**Saved entries**
==*==
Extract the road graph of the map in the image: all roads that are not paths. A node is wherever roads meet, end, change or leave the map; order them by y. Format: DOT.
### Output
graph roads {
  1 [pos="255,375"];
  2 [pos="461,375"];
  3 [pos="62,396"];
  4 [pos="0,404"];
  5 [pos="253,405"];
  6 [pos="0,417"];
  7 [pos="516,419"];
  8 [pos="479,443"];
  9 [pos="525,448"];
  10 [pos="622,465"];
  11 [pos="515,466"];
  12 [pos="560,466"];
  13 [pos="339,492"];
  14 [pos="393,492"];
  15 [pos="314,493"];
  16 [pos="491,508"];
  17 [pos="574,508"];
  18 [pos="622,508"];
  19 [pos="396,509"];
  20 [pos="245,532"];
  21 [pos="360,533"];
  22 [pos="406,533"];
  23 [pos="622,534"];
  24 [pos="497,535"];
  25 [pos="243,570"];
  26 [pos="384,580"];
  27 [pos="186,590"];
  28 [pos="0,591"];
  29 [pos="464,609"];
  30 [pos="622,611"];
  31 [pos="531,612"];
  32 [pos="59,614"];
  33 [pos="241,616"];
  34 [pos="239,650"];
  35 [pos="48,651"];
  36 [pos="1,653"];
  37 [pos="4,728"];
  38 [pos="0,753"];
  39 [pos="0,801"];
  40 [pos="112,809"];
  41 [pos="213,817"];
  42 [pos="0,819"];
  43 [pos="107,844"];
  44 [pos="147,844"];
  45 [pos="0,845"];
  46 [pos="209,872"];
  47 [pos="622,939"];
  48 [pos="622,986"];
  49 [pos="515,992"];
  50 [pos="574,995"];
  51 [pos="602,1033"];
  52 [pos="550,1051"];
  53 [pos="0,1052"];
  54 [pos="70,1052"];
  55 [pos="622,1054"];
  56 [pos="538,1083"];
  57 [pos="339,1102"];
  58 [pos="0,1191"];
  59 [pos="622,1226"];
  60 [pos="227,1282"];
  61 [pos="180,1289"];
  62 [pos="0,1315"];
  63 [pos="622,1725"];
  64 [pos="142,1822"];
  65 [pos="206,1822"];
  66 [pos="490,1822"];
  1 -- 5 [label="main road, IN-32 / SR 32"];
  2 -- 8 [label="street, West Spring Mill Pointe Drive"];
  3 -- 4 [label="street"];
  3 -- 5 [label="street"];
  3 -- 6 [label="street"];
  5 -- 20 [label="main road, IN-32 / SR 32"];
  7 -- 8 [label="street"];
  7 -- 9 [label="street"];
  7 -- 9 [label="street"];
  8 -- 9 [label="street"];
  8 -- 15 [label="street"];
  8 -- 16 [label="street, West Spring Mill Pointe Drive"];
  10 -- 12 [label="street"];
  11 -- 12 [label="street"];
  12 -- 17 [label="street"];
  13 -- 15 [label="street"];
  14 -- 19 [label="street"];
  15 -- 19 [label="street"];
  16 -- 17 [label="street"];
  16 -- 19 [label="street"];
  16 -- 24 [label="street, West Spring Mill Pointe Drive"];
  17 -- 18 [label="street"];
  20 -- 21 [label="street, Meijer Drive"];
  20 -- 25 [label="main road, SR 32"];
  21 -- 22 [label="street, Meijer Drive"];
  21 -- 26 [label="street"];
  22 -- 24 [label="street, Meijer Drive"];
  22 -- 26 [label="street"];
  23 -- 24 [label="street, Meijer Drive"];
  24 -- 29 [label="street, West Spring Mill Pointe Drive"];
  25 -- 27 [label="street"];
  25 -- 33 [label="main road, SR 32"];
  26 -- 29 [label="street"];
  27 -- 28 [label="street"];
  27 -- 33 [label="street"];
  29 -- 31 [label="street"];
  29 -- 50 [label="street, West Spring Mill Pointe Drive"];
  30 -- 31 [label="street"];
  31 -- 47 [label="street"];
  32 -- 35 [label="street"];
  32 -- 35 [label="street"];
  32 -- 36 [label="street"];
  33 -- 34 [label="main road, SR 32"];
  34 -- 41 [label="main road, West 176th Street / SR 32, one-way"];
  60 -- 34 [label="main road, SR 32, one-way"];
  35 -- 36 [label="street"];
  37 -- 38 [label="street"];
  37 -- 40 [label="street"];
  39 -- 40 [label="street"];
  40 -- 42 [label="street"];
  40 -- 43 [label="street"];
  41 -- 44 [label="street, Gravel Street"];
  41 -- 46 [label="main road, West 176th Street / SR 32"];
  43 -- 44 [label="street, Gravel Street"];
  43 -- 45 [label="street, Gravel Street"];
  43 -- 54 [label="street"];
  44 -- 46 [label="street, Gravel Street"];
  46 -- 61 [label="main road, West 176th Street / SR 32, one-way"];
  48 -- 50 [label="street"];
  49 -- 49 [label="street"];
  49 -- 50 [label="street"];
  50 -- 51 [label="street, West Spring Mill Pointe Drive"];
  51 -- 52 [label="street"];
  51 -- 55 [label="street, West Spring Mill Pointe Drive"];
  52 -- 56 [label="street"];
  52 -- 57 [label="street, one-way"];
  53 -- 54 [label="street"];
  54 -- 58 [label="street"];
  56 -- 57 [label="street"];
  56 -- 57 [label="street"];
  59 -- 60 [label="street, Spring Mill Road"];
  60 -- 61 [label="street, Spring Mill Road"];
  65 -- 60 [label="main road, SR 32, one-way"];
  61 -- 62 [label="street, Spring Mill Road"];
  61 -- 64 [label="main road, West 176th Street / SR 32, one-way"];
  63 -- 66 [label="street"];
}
==*==
Copy out all of the data. Keep every word unchanged.

Extract the road graph of the map in the image: all roads that are not paths. A node is wherever roads meet, end, change or leave the map; order them by y. Format: DOT.
### Output
graph roads {
  1 [pos="255,375"];
  2 [pos="461,375"];
  3 [pos="62,396"];
  4 [pos="0,404"];
  5 [pos="253,405"];
  6 [pos="0,417"];
  7 [pos="516,419"];
  8 [pos="479,443"];
  9 [pos="525,448"];
  10 [pos="622,465"];
  11 [pos="515,466"];
  12 [pos="560,466"];
  13 [pos="339,492"];
  14 [pos="393,492"];
  15 [pos="314,493"];
  16 [pos="491,508"];
  17 [pos="574,508"];
  18 [pos="622,508"];
  19 [pos="396,509"];
  20 [pos="245,532"];
  21 [pos="360,533"];
  22 [pos="406,533"];
  23 [pos="622,534"];
  24 [pos="497,535"];
  25 [pos="243,570"];
  26 [pos="384,580"];
  27 [pos="186,590"];
  28 [pos="0,591"];
  29 [pos="464,609"];
  30 [pos="622,611"];
  31 [pos="531,612"];
  32 [pos="59,614"];
  33 [pos="241,616"];
  34 [pos="239,650"];
  35 [pos="48,651"];
  36 [pos="1,653"];
  37 [pos="4,728"];
  38 [pos="0,753"];
  39 [pos="0,801"];
  40 [pos="112,809"];
  41 [pos="213,817"];
  42 [pos="0,819"];
  43 [pos="107,844"];
  44 [pos="147,844"];
  45 [pos="0,845"];
  46 [pos="209,872"];
  47 [pos="622,939"];
  48 [pos="622,986"];
  49 [pos="515,992"];
  50 [pos="574,995"];
  51 [pos="602,1033"];
  52 [pos="550,1051"];
  53 [pos="0,1052"];
  54 [pos="70,1052"];
  55 [pos="622,1054"];
  56 [pos="538,1083"];
  57 [pos="339,1102"];
  58 [pos="0,1191"];
  59 [pos="622,1226"];
  60 [pos="227,1282"];
  61 [pos="180,1289"];
  62 [pos="0,1315"];
  63 [pos="622,1725"];
  64 [pos="142,1822"];
  65 [pos="206,1822"];
  66 [pos="490,1822"];
  1 -- 5 [label="main road, IN-32 / SR 32"];
  2 -- 8 [label="street, West Spring Mill Pointe Drive"];
  3 -- 4 [label="street"];
  3 -- 5 [label="street"];
  3 -- 6 [label="street"];
  5 -- 20 [label="main road, IN-32 / SR 32"];
  7 -- 8 [label="street"];
  7 -- 9 [label="street"];
  7 -- 9 [label="street"];
  8 -- 9 [label="street"];
  8 -- 15 [label="street"];
  8 -- 16 [label="street, West Spring Mill Pointe Drive"];
  10 -- 12 [label="street"];
  11 -- 12 [label="street"];
  12 -- 17 [label="street"];
  13 -- 15 [label="street"];
  14 -- 19 [label="street"];
  15 -- 19 [label="street"];
  16 -- 17 [label="street"];
  16 -- 19 [label="street"];
  16 -- 24 [label="street, West Spring Mill Pointe Drive"];
  17 -- 18 [label="street"];
  20 -- 21 [label="street, Meijer Drive"];
  20 -- 25 [label="main road, SR 32"];
  21 -- 22 [label="street, Meijer Drive"];
  21 -- 26 [label="street"];
  22 -- 24 [label="street, Meijer Drive"];
  22 -- 26 [label="street"];
  23 -- 24 [label="street, Meijer Drive"];
  24 -- 29 [label="street, West Spring Mill Pointe Drive"];
  25 -- 27 [label="street"];
  25 -- 33 [label="main road, SR 32"];
  26 -- 29 [label="street"];
  27 -- 28 [label="street"];
  27 -- 33 [label="street"];
  29 -- 31 [label="street"];
  29 -- 50 [label="street, West Spring Mill Pointe Drive"];
  30 -- 31 [label="street"];
  31 -- 47 [label="street"];
  32 -- 35 [label="street"];
  32 -- 35 [label="street"];
  32 -- 36 [label="street"];
  33 -- 34 [label="main road, SR 32"];
  34 -- 41 [label="main road, West 176th Street / SR 32, one-way"];
  60 -- 34 [label="main road, SR 32, one-way"];
  35 -- 36 [label="street"];
  37 -- 38 [label="street"];
  37 -- 40 [label="street"];
  39 -- 40 [label="street"];
  40 -- 42 [label="street"];
  40 -- 43 [label="street"];
  41 -- 44 [label="street, Gravel Street"];
  41 -- 46 [label="main road, West 176th Street / SR 32"];
  43 -- 44 [label="street, Gravel Street"];
  43 -- 45 [label="street, Gravel Street"];
  43 -- 54 [label="street"];
  44 -- 46 [label="street, Gravel Street"];
  46 -- 61 [label="main road, West 176th Street / SR 32, one-way"];
  48 -- 50 [label="street"];
  49 -- 49 [label="street"];
  49 -- 50 [label="street"];
  50 -- 51 [label="street, West Spring Mill Pointe Drive"];
  51 -- 52 [label="street"];
  51 -- 55 [label="street, West Spring Mill Pointe Drive"];
  52 -- 56 [label="street"];
  52 -- 57 [label="street, one-way"];
  53 -- 54 [label="street"];
  54 -- 58 [label="street"];
  56 -- 57 [label="street"];
  56 -- 57 [label="street"];
  59 -- 60 [label="street, Spring Mill Road"];
  60 -- 61 [label="street, Spring Mill Road"];
  65 -- 60 [label="main road, SR 32, one-way"];
  61 -- 62 [label="street, Spring Mill Road"];
  61 -- 64 [label="main road, West 176th Street / SR 32, one-way"];
  63 -- 66 [label="street"];
}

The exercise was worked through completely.